## WHAT YOU NEED TO DO
Check every line of the data for the word "points", and copy those that have it.

▬▬▬

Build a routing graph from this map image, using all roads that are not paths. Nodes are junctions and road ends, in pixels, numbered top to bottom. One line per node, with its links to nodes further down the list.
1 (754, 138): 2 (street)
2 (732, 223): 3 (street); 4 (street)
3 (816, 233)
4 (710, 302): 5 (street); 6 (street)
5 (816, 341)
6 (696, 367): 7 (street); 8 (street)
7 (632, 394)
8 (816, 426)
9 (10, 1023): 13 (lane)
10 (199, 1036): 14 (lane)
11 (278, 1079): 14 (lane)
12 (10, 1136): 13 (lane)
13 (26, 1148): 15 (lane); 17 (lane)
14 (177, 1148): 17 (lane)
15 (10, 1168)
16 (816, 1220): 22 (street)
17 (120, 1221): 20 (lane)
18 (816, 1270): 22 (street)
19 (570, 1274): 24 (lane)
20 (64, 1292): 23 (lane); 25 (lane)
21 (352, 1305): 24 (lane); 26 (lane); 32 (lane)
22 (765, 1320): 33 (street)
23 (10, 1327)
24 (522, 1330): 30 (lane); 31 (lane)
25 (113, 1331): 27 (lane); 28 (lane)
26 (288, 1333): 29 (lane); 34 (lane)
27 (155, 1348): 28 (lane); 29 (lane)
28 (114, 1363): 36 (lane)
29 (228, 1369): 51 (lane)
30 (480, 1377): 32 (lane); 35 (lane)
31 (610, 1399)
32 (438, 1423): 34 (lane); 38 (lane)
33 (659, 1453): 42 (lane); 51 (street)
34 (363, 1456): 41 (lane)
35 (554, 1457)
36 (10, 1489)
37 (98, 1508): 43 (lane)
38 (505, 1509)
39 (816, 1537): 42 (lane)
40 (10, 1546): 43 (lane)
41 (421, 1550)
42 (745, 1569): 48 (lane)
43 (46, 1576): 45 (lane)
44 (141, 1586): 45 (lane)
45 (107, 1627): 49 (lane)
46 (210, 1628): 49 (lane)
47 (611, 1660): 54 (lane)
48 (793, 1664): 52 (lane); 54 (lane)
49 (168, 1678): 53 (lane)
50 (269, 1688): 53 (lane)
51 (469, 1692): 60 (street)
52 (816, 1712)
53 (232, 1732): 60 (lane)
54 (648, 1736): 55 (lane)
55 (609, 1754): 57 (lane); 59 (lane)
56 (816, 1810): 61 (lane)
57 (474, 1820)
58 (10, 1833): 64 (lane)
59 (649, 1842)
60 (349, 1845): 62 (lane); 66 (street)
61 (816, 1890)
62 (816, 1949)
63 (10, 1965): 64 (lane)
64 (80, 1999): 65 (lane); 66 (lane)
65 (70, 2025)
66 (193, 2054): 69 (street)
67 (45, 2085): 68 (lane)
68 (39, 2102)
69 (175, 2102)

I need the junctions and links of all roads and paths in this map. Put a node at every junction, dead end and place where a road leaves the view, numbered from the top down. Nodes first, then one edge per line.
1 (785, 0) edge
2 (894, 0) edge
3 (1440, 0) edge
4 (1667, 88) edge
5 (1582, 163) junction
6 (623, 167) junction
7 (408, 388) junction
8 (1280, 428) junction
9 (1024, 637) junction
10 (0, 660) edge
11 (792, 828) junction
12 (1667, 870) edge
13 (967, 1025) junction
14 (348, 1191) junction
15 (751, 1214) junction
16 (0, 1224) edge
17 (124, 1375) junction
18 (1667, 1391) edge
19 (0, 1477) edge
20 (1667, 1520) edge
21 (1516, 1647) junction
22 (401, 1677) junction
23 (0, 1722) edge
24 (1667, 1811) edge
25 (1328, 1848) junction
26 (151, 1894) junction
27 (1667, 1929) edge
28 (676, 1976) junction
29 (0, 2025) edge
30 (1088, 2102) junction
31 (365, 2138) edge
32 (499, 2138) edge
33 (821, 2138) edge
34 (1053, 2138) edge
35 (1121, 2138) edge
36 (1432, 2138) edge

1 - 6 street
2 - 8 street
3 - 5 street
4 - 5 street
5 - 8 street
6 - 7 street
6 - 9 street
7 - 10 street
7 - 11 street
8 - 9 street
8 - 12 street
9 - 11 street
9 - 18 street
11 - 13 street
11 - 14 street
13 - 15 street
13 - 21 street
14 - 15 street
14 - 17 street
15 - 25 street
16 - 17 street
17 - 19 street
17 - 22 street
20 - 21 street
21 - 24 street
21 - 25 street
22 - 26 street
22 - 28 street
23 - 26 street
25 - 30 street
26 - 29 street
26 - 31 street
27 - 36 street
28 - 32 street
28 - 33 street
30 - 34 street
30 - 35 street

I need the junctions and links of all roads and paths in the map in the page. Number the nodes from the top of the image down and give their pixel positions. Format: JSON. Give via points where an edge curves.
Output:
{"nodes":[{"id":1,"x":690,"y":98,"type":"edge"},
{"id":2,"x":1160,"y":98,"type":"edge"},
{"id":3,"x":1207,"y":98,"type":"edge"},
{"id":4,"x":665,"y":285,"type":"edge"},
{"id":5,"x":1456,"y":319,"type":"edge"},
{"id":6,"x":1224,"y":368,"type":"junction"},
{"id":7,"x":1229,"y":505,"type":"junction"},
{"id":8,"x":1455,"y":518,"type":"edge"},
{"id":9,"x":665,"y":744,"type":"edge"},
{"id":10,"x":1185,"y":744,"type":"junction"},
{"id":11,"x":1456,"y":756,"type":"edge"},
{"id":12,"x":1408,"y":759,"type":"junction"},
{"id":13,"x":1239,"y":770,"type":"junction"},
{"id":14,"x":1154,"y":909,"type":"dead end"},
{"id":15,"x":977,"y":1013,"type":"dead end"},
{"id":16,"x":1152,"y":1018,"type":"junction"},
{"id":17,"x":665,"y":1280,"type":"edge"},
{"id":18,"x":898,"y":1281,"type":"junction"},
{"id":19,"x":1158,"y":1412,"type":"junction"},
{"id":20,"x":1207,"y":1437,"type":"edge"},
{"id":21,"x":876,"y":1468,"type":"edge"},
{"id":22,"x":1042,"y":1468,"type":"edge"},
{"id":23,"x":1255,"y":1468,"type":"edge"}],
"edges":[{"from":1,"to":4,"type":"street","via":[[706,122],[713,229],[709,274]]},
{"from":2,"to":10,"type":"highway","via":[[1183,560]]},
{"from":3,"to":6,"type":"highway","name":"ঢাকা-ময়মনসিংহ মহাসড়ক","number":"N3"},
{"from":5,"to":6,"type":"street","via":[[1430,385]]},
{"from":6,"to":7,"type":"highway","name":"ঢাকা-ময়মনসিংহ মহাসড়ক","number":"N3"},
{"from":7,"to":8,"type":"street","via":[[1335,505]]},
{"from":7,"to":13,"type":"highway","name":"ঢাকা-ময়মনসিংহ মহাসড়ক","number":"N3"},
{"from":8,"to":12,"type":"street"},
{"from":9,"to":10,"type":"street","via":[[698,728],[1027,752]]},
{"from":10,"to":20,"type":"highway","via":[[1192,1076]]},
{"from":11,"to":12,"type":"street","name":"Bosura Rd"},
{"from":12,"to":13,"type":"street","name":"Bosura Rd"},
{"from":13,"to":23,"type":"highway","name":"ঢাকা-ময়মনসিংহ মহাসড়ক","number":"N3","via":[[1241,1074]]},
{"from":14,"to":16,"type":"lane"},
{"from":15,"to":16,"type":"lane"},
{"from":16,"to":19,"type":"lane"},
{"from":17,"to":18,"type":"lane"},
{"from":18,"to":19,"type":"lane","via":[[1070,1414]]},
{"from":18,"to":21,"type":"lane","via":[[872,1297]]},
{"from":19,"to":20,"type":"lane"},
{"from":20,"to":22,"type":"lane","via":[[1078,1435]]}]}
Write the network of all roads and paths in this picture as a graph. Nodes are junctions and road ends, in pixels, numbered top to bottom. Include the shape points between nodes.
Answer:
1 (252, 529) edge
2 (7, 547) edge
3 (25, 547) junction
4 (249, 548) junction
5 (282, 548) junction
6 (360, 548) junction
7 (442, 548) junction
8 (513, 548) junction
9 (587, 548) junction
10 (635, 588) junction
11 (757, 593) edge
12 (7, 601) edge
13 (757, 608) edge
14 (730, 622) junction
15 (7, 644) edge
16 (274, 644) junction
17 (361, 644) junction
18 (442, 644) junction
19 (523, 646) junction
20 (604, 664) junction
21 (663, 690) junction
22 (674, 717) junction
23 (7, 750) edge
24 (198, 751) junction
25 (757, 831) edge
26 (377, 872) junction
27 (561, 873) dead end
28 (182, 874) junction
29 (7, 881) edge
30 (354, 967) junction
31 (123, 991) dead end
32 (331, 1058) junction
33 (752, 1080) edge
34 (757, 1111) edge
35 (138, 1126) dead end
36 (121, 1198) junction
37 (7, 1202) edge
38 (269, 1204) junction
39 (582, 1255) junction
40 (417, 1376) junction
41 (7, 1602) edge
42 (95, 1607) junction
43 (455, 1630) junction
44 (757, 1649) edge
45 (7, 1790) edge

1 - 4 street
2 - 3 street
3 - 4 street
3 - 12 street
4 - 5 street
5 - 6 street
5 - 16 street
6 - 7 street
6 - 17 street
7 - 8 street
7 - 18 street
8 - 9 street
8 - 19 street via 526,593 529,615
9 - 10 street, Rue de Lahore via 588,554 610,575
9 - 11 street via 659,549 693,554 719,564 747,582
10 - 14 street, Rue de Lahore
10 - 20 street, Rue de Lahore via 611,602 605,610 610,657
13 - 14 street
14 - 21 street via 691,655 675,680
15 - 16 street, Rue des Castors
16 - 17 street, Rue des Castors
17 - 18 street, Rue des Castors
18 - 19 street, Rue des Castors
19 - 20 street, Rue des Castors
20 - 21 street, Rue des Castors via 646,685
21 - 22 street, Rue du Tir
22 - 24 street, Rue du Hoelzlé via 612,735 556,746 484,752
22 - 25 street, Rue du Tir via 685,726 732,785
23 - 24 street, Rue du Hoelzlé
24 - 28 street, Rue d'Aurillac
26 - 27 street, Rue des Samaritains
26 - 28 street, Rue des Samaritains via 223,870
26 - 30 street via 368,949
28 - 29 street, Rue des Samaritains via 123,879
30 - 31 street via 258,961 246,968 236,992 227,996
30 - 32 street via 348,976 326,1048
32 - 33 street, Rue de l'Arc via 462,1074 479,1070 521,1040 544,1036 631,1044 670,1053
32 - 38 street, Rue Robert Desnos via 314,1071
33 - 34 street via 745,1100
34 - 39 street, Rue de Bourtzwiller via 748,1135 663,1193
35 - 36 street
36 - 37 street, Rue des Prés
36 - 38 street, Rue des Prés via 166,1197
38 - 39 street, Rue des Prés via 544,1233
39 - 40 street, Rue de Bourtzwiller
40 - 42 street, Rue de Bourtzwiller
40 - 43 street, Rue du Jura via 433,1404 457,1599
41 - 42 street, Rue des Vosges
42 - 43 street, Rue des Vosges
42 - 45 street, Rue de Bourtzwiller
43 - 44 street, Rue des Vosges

▬▬▬

## EXERCISE RESULT
I need the junctions and links of all roads and paths in the map in the page. Number the nodes from the top of the image down and give their pixel positions. Format: JSON. Give via points where an edge curves.
Write the network of all roads and paths in this picture as a graph. Nodes are junctions and road ends, in pixels, numbered top to bottom. Include the shape points between nodes.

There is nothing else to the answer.